Senate Backs Budget for NIH, Student Aid

In lean year for colleges, measure would sustain key programs but provide few increases beyond biomedical research.
October 28, 2005

The U.S. Senate late Thursday approved legislation to finance several federal agencies that would increase spending on the National Institutes of Health by more than a billion dollars but keep the maximum Pell Grant at $4,050, its level this year.

With passage of the measure, legislators from the Senate and the House of Representatives will meet next month to try to craft a compromise between their parallel bills to finance the Education, Health and Human Services, and Labor Departments, which differ significantly on several counts. Also troubling college officials is the prospect that Congressional leaders, facing unexpected costs of the cleanup of Hurricane Katrina and Rita and still trying to provide tax cuts, could follow through on their threat of a 2 percent across the board cut in spending.

The full Senate made few changes to the bill passed in July by the Senate Appropriations Committee, and few major changes affected higher education. On Tuesday, the Senate voted down an amendment offered by Sen. Edward M. Kennedy (D-Mass.) that would have increased the maximum Pell Grant to $4,250. Senators rejected it because Kennedy had not proposed cuts to other programs to offset the costs of increasing the Pell.

The Senate did approve an amendment sponsored by Sen. Mary Landrieu (D-La.) that would increase funds for the TRIO programs for disadvantaged students by $5 million. Landrieu's original amendment would have directed the additional TRIO funds to students affected by Hurricanes Katrina and Rita, but she broadened it in the face of opposition.

The Pell Grant level set in the Senate bill is $100 below what President Bush proposed and $50 less than the $4,100 amount set in the House bill. Like the House measure, the Senate bill would wipe out a $4.3 billion shortfall in the Pell program that has undermined the spending power of the grants.

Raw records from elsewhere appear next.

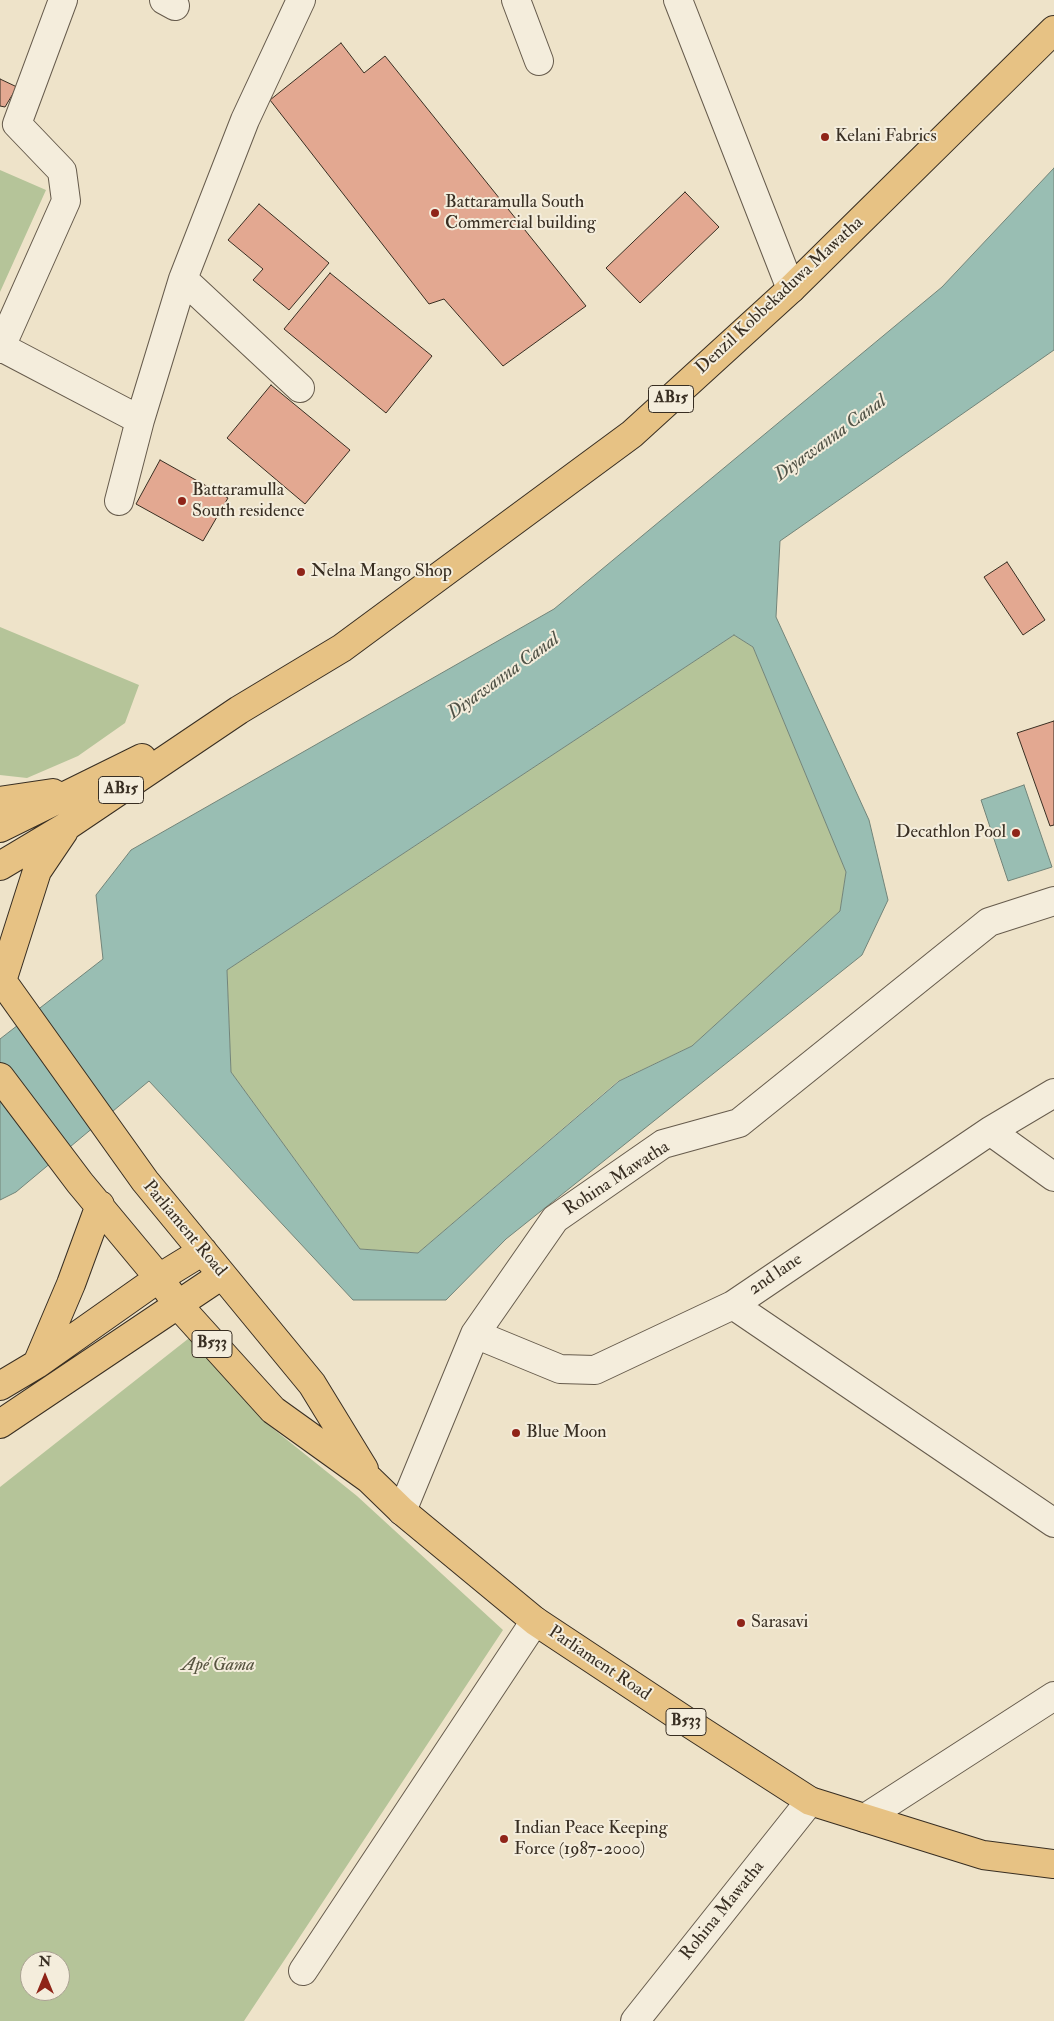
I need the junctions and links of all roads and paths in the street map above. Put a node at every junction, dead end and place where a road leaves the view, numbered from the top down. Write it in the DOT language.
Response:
graph roads {
  1 [pos="63,0"];
  2 [pos="301,0"];
  3 [pos="516,0"];
  4 [pos="678,0"];
  5 [pos="1054,30"];
  6 [pos="539,61"];
  7 [pos="183,279"];
  8 [pos="792,288"];
  9 [pos="0,348"];
  10 [pos="300,388"];
  11 [pos="140,420"];
  12 [pos="119,501"];
  13 [pos="239,710"];
  14 [pos="80,789"];
  15 [pos="0,801"];
  16 [pos="67,826"];
  17 [pos="0,828"];
  18 [pos="0,866"];
  19 [pos="1054,901"];
  20 [pos="1,979"];
  21 [pos="0,1077"];
  22 [pos="1054,1093"];
  23 [pos="990,1131"];
  24 [pos="1054,1177"];
  25 [pos="100,1205"];
  26 [pos="204,1251"];
  27 [pos="222,1275"];
  28 [pos="158,1278"];
  29 [pos="178,1305"];
  30 [pos="733,1305"];
  31 [pos="475,1334"];
  32 [pos="37,1364"];
  33 [pos="0,1386"];
  34 [pos="0,1424"];
  35 [pos="370,1479"];
  36 [pos="402,1511"];
  37 [pos="1054,1523"];
  38 [pos="535,1622"];
  39 [pos="1054,1696"];
  40 [pos="810,1801"];
  41 [pos="865,1818"];
  42 [pos="1054,1864"];
  43 [pos="303,1971"];
  44 [pos="635,2021"];
  1 -- 9 [label="street"];
  2 -- 7 [label="street"];
  3 -- 6 [label="street"];
  4 -- 8 [label="street"];
  5 -- 8 [label="main road, Denzil Kobbekaduwa Mawatha / AB15"];
  7 -- 10 [label="street"];
  7 -- 11 [label="street"];
  8 -- 13 [label="main road, Denzil Kobbekaduwa Mawatha / AB15"];
  9 -- 11 [label="street"];
  11 -- 12 [label="street"];
  13 -- 14 [label="main road, Denzil Kobbekaduwa Mawatha / AB15"];
  13 -- 16 [label="main road, Denzil Kobbekaduwa Mawatha / AB15"];
  14 -- 15 [label="main road"];
  14 -- 17 [label="main road, Denzil Kobbekaduwa Mawatha / AB15"];
  16 -- 18 [label="main road, Denzil Kobbekaduwa Mawatha / AB15"];
  16 -- 20 [label="main road"];
  19 -- 31 [label="street, Rohina Mawatha"];
  20 -- 26 [label="main road, Parliament Road / B533"];
  21 -- 25 [label="main road, Parliament Road / B533"];
  22 -- 23 [label="street, 2nd lane"];
  23 -- 24 [label="street"];
  23 -- 30 [label="street, 2nd lane"];
  25 -- 28 [label="main road, Parliament Road / B533"];
  25 -- 32 [label="main road"];
  26 -- 27 [label="main road, Parliament Road / B533"];
  26 -- 28 [label="main road"];
  27 -- 29 [label="main road"];
  27 -- 35 [label="main road, Parliament Road / B533"];
  28 -- 29 [label="main road, Parliament Road / B533"];
  28 -- 32 [label="main road"];
  29 -- 34 [label="main road"];
  29 -- 35 [label="main road, Parliament Road / B533"];
  30 -- 31 [label="street, 2nd lane"];
  30 -- 37 [label="street"];
  31 -- 36 [label="street, Rohina Mawatha"];
  32 -- 33 [label="main road"];
  35 -- 36 [label="main road, Parliament Road / B533"];
  36 -- 38 [label="main road, Parliament Road / B533"];
  38 -- 40 [label="main road, Parliament Road / B533"];
  38 -- 43 [label="street"];
  39 -- 41 [label="street"];
  40 -- 41 [label="main road, Parliament Road / B533"];
  40 -- 44 [label="street, Rohina Mawatha"];
  41 -- 42 [label="main road, Parliament Road / B533"];
}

The measure would also increase spending on the NIH to $29.415 billion, $905 million more than the president proposed and $1.05 billion more than the agency is receiving this year. The House measure would set NIH spending at $28.507 million, $3 million less than President Bush proposed.

Among other things, the bill would also:

  • Provide $125 million for the new community-based job training initiative that President Bush has touted -- half of the $250 million the president requested. The House-passed bill would also provide $125 million for 2006, but would rescind $125 million in funds that were allocated to the Labor Department in 2005 to allot to community colleges.
  • Restore $250 million that President Bush had proposed cutting from the Health Resources and Services Administration’s health professions programs, which aim to widen the pipeline and improve the training of physicians and other health care workers in urban and rural areas and in fields such as primary care, geriatrics and allied health. The House bill would cut the $250 million from the programs.
  • Fund at the 2005 levels several education programs that the president would have eliminated or severely cut back, including Carl D. Perkins Vocational and Technical Education and the Gear Up programs that help disadvantaged students attend and succeed in college.
  • Increase spending on Supplemental Educational Opportunity Grants, which supplement Pell Grants for extremely needy students, by $26 million, to $805 million.
  • Wipe out new funds for the Perkins Loan Program, which gives colleges money to lend at a fixed low rate to students from low-income families. The Senate bill, like the House measure, would provide $66 million to colleges to forgive the Perkins Loans of students who enter certain high-need teaching or other fields.
  • Provide $546 million for AmeriCorps and the other programs that are part of the National Community Service Act of 1990, nearly $5 million more than the programs are receiving this year.